*Task objective*:
The answer is a number and only a number: how many lines of the data include the string "image"?

------------------------

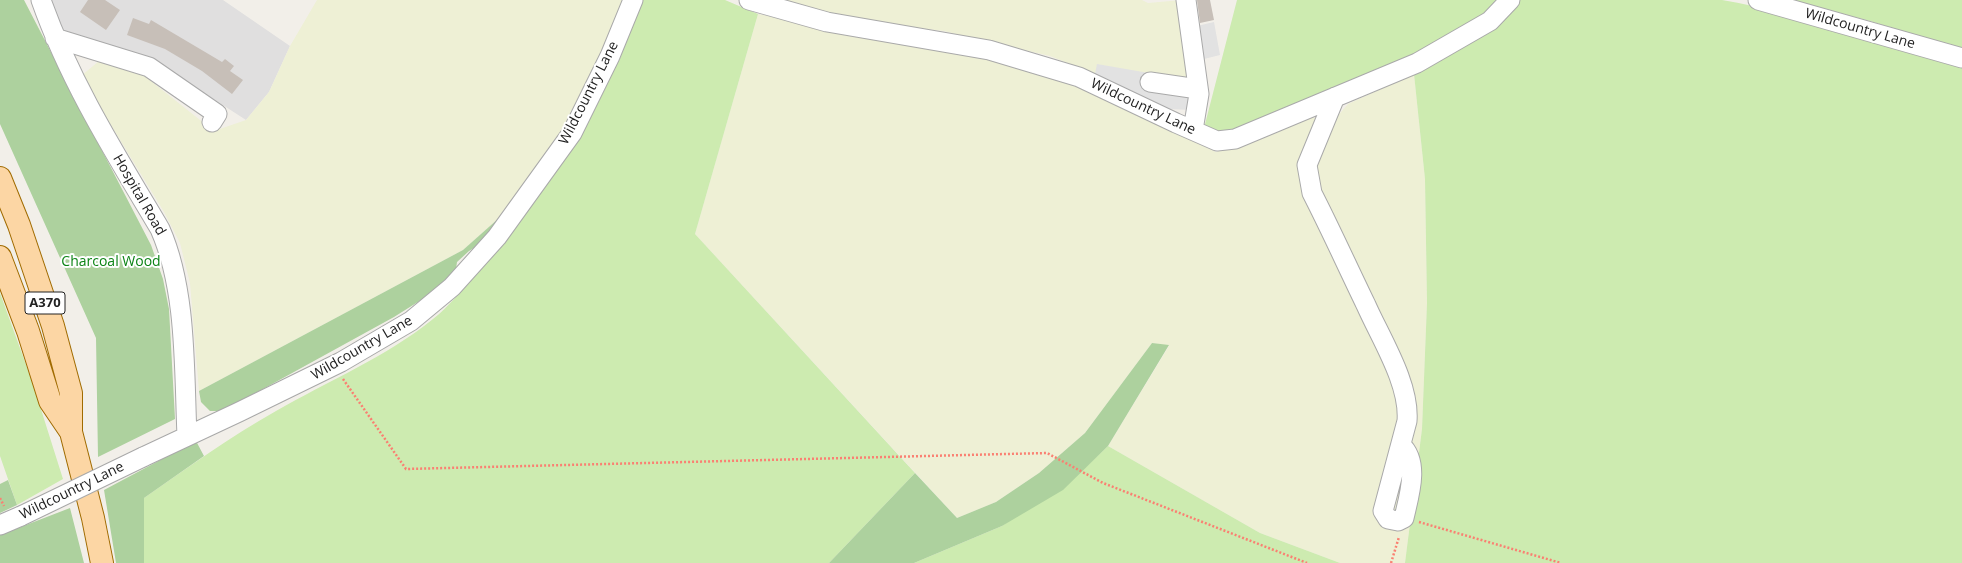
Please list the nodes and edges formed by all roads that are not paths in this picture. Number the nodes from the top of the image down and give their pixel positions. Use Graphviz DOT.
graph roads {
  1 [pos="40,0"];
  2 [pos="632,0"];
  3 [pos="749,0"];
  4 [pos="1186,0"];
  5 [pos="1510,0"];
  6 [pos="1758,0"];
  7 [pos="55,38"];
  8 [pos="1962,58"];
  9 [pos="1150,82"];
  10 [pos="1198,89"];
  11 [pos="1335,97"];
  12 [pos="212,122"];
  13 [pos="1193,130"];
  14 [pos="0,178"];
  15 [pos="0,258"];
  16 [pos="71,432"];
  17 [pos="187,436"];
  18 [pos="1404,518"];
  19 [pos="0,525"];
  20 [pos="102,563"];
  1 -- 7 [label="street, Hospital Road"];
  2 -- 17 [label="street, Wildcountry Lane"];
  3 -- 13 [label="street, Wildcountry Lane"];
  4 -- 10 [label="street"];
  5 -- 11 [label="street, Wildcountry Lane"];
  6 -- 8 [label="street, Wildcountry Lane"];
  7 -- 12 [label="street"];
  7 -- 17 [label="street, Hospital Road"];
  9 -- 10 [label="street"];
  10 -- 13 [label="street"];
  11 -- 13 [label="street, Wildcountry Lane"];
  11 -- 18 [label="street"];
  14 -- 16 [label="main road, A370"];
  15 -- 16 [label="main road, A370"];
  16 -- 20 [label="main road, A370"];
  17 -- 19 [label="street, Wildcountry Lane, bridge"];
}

------------------------

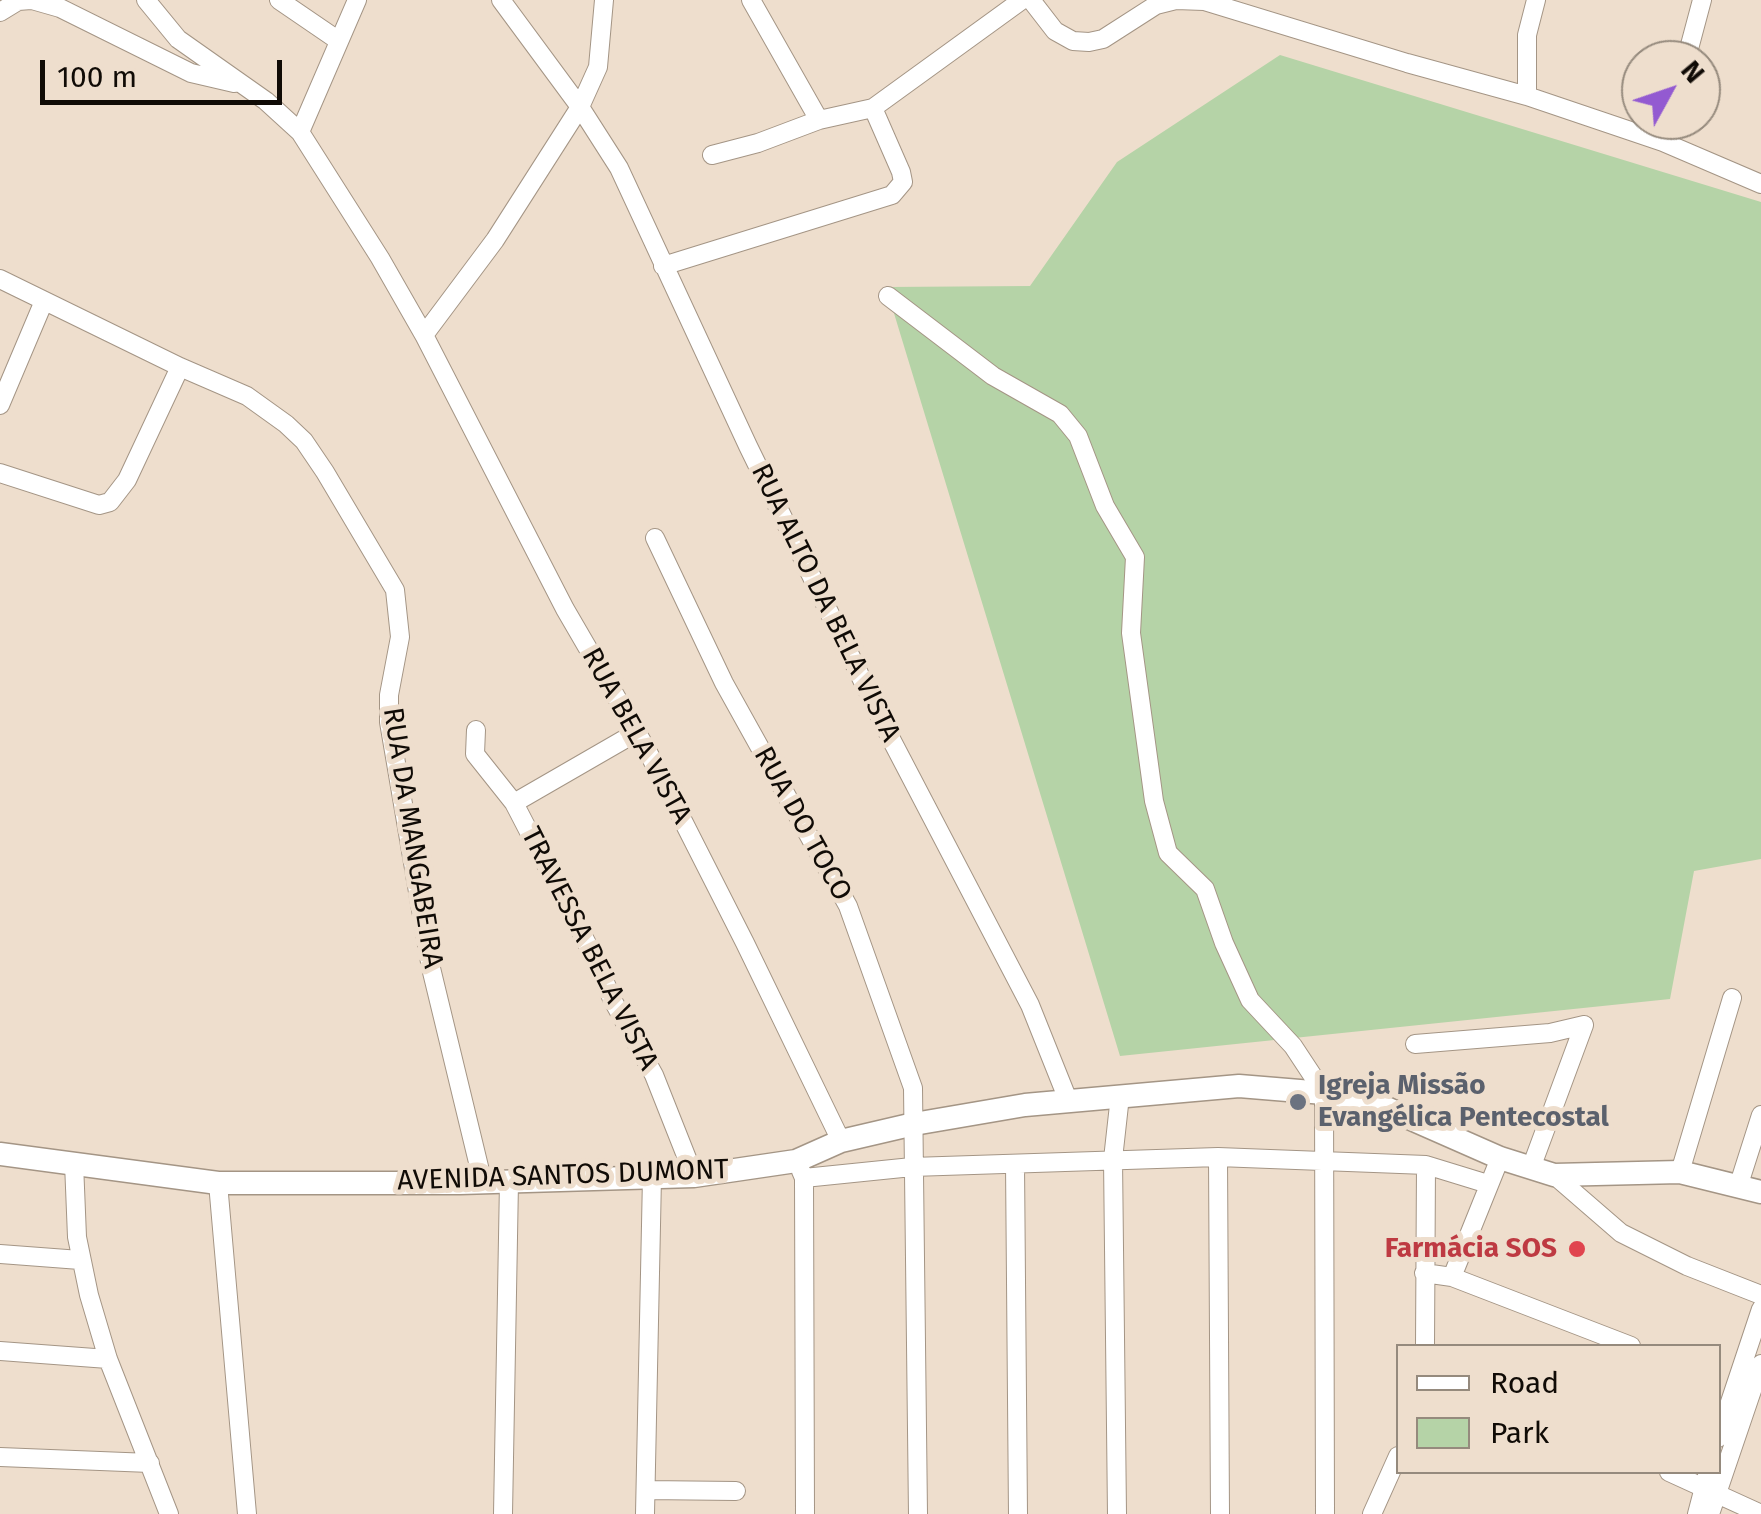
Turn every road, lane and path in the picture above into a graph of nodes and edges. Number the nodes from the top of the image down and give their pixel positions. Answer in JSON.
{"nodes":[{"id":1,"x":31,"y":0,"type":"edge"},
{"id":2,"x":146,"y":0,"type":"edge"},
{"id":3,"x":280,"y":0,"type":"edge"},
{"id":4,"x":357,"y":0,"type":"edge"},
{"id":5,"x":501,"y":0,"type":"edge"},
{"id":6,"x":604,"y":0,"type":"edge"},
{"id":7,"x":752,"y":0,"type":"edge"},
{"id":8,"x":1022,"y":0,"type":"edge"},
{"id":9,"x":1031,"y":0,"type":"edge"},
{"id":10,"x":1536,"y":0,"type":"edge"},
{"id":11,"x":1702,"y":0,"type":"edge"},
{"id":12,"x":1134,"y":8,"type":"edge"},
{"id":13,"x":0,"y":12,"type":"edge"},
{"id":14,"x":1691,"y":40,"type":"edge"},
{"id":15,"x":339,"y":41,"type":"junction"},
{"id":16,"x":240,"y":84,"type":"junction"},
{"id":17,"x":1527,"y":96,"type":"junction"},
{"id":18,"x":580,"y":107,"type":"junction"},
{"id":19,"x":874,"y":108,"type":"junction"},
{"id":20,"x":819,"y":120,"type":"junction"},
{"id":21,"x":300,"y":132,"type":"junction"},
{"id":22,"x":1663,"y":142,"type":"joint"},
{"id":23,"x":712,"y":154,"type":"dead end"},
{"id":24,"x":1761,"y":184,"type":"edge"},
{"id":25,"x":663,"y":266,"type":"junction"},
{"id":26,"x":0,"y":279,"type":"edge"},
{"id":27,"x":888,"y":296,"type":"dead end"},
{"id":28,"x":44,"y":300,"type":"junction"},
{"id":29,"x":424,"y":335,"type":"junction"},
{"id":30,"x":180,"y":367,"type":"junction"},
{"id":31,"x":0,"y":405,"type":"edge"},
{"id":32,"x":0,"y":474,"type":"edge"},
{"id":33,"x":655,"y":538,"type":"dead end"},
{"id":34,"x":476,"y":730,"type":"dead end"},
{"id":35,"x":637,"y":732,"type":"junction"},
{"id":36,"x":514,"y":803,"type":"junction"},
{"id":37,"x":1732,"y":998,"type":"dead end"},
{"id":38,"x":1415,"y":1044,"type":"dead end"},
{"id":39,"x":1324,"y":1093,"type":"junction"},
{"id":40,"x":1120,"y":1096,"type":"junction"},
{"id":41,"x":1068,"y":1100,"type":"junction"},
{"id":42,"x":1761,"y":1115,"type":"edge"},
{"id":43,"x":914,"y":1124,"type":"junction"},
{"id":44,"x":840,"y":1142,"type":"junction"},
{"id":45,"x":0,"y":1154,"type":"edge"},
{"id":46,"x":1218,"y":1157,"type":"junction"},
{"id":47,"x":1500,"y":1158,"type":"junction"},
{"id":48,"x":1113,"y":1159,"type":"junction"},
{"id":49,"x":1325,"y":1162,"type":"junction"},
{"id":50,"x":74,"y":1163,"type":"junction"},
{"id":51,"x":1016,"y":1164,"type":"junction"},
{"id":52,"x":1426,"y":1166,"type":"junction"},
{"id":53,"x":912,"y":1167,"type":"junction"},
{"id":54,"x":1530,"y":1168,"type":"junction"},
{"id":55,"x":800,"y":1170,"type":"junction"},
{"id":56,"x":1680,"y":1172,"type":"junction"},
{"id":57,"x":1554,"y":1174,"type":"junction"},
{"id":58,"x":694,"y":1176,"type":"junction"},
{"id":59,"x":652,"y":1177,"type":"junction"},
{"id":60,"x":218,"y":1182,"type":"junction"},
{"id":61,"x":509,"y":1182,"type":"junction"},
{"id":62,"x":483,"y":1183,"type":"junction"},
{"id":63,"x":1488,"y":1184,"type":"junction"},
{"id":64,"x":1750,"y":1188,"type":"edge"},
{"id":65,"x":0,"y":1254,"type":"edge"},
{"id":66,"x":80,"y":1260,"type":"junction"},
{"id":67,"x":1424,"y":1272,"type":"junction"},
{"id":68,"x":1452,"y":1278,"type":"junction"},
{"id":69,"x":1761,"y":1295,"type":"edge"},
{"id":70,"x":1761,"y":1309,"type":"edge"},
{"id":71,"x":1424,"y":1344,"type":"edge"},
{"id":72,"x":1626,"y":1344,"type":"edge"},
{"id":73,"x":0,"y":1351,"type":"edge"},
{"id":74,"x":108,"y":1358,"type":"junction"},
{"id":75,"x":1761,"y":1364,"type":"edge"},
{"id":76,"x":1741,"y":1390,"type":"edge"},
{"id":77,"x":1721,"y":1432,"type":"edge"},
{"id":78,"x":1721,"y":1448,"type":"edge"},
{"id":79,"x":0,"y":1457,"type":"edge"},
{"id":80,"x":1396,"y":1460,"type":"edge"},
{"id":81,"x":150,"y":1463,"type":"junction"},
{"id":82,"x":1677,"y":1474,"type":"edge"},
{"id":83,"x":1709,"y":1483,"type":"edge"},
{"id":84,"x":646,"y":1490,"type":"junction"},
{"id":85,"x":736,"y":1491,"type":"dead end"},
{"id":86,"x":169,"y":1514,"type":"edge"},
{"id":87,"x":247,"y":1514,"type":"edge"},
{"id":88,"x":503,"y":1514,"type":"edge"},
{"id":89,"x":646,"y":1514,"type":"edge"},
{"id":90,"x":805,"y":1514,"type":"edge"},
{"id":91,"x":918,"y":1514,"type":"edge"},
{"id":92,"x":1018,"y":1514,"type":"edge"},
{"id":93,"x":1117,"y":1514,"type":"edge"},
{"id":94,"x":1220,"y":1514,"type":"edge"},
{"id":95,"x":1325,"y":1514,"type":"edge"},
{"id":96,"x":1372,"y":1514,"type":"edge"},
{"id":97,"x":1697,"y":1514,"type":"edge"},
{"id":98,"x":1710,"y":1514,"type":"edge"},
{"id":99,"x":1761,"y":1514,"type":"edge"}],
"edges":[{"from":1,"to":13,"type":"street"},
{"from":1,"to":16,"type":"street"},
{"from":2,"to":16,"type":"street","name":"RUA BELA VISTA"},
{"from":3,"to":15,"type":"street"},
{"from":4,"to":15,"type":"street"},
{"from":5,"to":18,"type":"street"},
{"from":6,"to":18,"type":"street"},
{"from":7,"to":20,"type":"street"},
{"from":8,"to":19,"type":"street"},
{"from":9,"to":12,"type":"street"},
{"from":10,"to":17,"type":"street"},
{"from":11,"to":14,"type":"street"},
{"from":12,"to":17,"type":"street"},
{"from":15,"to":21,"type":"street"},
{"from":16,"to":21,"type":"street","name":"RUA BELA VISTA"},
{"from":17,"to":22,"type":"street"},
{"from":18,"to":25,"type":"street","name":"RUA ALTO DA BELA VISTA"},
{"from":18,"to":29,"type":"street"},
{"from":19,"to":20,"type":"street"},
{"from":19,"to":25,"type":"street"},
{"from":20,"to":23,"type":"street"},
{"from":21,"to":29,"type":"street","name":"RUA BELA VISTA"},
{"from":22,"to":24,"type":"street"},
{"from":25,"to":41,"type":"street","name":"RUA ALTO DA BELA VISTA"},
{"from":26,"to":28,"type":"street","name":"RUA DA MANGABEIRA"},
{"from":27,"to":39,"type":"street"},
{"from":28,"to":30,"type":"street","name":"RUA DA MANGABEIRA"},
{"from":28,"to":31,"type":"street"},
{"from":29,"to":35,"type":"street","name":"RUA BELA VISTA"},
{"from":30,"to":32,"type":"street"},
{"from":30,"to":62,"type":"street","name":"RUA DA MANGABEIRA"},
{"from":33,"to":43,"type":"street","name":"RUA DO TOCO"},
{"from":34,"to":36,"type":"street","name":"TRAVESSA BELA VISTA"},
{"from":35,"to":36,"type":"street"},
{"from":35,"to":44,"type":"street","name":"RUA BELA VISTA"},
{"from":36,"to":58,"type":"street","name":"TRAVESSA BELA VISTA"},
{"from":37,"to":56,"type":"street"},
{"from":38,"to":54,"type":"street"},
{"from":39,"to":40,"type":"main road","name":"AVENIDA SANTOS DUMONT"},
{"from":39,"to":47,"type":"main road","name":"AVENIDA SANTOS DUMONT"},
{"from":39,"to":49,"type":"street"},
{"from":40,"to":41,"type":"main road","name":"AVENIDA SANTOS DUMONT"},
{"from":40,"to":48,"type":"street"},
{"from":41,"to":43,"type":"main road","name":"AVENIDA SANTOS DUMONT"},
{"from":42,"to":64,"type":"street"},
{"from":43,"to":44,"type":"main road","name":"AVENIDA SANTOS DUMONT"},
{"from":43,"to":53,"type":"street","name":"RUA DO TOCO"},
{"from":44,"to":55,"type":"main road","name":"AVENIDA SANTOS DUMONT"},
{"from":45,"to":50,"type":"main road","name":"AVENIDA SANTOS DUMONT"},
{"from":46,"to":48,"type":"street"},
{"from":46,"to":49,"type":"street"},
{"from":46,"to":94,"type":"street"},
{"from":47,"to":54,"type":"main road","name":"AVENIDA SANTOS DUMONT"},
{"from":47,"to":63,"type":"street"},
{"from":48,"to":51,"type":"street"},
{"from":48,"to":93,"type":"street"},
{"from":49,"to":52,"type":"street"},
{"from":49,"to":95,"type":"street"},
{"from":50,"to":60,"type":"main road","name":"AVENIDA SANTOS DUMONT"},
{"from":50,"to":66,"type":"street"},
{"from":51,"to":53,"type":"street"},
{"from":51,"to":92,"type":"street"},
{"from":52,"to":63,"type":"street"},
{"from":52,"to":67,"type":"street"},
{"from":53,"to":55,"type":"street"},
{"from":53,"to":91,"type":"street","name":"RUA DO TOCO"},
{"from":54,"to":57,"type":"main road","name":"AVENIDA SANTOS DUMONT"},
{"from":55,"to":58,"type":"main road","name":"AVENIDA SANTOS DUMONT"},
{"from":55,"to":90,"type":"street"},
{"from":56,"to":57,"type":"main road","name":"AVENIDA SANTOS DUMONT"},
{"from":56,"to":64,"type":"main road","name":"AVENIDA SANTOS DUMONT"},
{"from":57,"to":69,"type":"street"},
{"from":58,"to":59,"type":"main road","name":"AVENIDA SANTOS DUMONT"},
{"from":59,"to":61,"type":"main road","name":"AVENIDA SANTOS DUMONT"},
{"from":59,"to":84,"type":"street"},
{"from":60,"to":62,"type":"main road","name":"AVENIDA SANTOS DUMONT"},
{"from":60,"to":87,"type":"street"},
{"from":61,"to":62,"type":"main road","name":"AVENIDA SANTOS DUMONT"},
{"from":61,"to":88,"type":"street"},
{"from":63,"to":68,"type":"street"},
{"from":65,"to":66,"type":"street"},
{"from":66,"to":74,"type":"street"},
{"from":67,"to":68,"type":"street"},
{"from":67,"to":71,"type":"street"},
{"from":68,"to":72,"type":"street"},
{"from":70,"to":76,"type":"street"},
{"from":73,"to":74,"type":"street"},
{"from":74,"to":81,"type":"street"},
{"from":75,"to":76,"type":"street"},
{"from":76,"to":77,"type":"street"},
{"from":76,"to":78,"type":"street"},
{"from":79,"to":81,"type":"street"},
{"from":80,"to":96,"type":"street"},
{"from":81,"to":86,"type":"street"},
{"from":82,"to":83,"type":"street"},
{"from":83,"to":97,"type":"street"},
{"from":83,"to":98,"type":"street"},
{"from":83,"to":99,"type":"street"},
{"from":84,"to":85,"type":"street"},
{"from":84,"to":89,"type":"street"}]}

------------------------

*Result for this exercise*:
2